::: Exercise data :::

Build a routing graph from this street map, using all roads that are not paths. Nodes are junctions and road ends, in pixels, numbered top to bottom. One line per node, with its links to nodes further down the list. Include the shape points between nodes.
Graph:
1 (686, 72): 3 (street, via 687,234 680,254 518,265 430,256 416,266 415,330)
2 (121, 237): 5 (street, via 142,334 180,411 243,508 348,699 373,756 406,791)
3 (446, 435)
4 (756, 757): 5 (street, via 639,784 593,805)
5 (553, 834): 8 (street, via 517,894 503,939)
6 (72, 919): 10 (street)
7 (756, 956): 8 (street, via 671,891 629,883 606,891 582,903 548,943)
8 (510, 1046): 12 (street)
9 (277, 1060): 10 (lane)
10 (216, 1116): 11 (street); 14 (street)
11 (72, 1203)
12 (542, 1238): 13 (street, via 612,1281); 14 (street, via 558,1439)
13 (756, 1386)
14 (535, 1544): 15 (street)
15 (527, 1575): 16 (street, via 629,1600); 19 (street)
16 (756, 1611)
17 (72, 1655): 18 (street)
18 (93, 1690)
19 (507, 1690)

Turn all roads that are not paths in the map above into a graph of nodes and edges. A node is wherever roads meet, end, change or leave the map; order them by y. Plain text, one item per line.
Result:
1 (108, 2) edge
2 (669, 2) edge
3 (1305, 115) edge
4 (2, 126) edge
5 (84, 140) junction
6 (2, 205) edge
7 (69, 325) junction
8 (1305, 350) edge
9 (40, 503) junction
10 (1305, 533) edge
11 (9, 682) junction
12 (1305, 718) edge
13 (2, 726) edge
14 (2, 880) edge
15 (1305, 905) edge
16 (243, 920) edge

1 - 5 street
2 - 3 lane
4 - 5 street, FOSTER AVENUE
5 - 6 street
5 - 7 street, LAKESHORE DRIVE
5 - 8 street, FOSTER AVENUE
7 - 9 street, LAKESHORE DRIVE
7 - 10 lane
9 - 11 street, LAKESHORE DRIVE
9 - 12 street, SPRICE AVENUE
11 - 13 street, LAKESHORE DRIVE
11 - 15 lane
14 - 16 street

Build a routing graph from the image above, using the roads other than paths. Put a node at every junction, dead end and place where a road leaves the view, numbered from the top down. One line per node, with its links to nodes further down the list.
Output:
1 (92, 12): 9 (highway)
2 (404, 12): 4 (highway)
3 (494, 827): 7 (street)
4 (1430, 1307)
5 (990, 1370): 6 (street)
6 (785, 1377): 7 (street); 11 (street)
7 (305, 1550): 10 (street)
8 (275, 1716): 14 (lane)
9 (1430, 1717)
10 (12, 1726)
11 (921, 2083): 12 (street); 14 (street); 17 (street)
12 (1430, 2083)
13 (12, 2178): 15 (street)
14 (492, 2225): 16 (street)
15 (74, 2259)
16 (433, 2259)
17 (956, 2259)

:::

Required work: Look over the records above and copy each line that includes the string "from".

The answer:
Build a routing graph from this street map, using all roads that are not paths. Nodes are junctions and road ends, in pixels, numbered top to bottom. One line per node, with its links to nodes further down the list. Include the shape points between nodes.
Build a routing graph from the image above, using the roads other than paths. Put a node at every junction, dead end and place where a road leaves the view, numbered from the top down. One line per node, with its links to nodes further down the list.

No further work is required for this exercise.